Problem statement: Which of the lines below mention the word "Ring"? Pull each one out.

[Stored data entries]
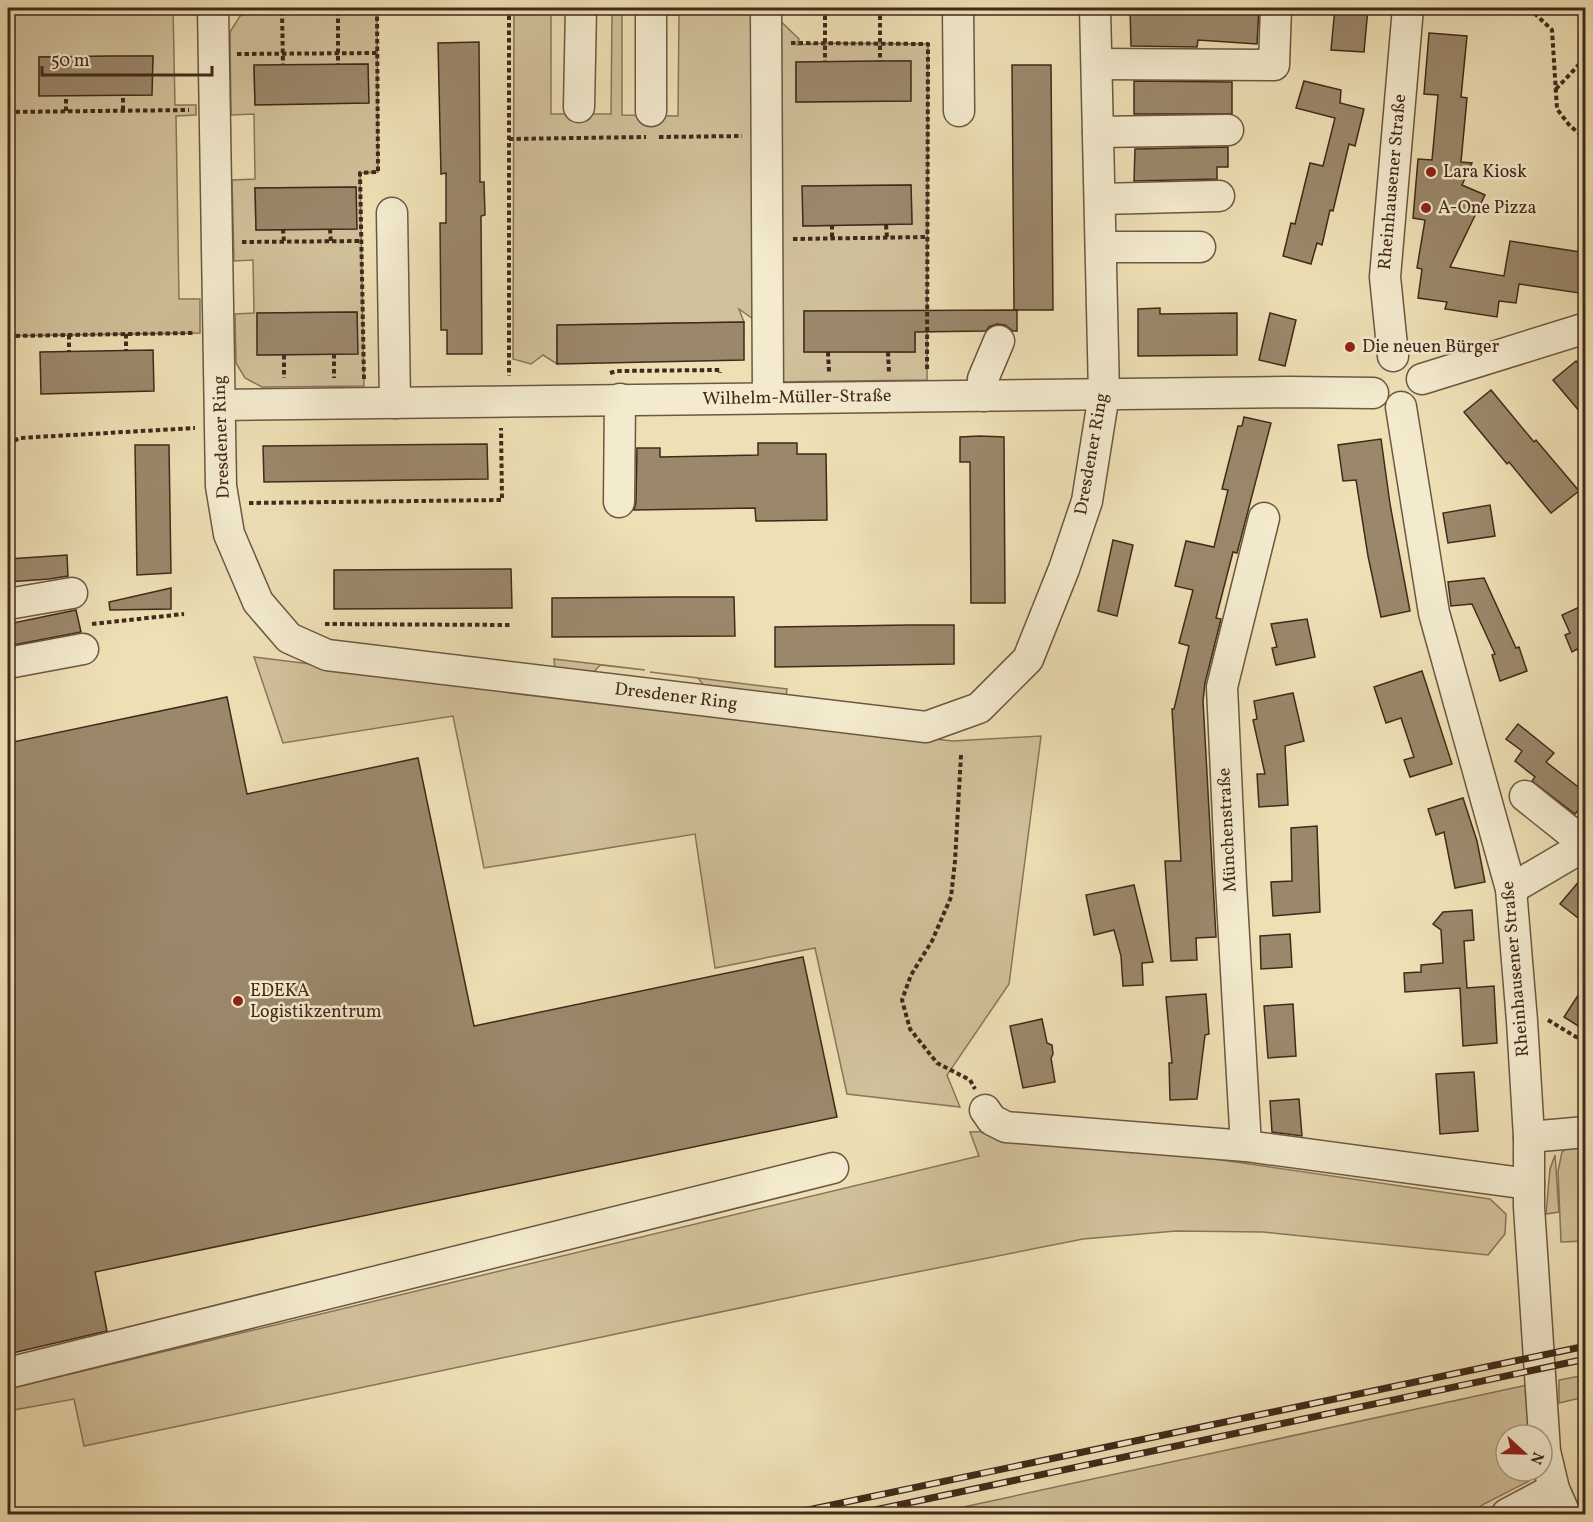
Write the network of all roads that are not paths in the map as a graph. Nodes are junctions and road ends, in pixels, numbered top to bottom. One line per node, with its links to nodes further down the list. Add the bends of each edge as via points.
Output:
1 (213, 8): 31 (street, Dresdener Ring)
2 (581, 8): 10 (street)
3 (651, 8): 11 (street)
4 (766, 8): 28 (street)
5 (958, 8): 12 (street)
6 (1095, 8): 9 (street, Dresdener Ring)
7 (1275, 8): 9 (street, via 1274,65)
8 (1408, 8): 22 (street, Rheinhausener Straße, via 1385,277)
9 (1096, 64): 14 (street, Dresdener Ring)
10 (579, 107)
11 (651, 111)
12 (959, 111)
13 (1228, 130): 14 (street)
14 (1098, 132): 16 (street, Dresdener Ring)
15 (1219, 196): 16 (street)
16 (1100, 199): 18 (street, Dresdener Ring)
17 (392, 213): 29 (street)
18 (1101, 247): 19 (street); 26 (street, Dresdener Ring)
19 (1200, 247)
20 (1586, 328): 23 (street)
21 (999, 341): 27 (street, via 983,380)
22 (1393, 356): 23 (street, via 1409,359 1420,370); 25 (street, via 1378,363 1374,370)
23 (1422, 379): 30 (street, via 1417,397)
24 (621, 380): 28 (street, Wilhelm-Müller-Straße); 29 (street, Wilhelm-Müller-Straße, via 505,412); 32 (street)
25 (1373, 393): 26 (street, Wilhelm-Müller-Straße); 30 (street, via 1384,405)
26 (1104, 394): 27 (street, Wilhelm-Müller-Straße); 31 (street, Dresdener Ring, via 1087,501 1028,659 979,708 927,727 327,655 289,638 258,602 229,534 221,486)
27 (984, 396): 28 (street, Wilhelm-Müller-Straße)
28 (768, 398)
29 (395, 403): 31 (street, Wilhelm-Müller-Straße)
30 (1401, 407): 40 (street, Rheinhausener Straße, via 1434,614)
31 (220, 416)
32 (619, 502)
33 (1264, 518): 44 (street, Münchenstraße, via 1222,687)
34 (72, 593): 35 (street)
35 (8, 604)
36 (82, 649): 37 (street)
37 (8, 663)
38 (1525, 796): 39 (street)
39 (1584, 846): 40 (street)
40 (1511, 889): 43 (street, Rheinhausener Straße)
41 (985, 1110): 44 (street, via 992,1120 1006,1127)
42 (1586, 1132): 43 (street)
43 (1528, 1137): 46 (street, Rheinhausener Straße)
44 (1246, 1146): 46 (street)
45 (834, 1168): 47 (street)
46 (1529, 1184): 48 (street, Rheinhausener Straße, via 1545,1451)
47 (8, 1372)
48 (1560, 1502): 49 (street, Rheinhausener Straße)
49 (1507, 1515)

Answer box:
1 (213, 8): 31 (street, Dresdener Ring)
6 (1095, 8): 9 (street, Dresdener Ring)
9 (1096, 64): 14 (street, Dresdener Ring)
14 (1098, 132): 16 (street, Dresdener Ring)
16 (1100, 199): 18 (street, Dresdener Ring)
18 (1101, 247): 19 (street); 26 (street, Dresdener Ring)
26 (1104, 394): 27 (street, Wilhelm-Müller-Straße); 31 (street, Dresdener Ring, via 1087,501 1028,659 979,708 927,727 327,655 289,638 258,602 229,534 221,486)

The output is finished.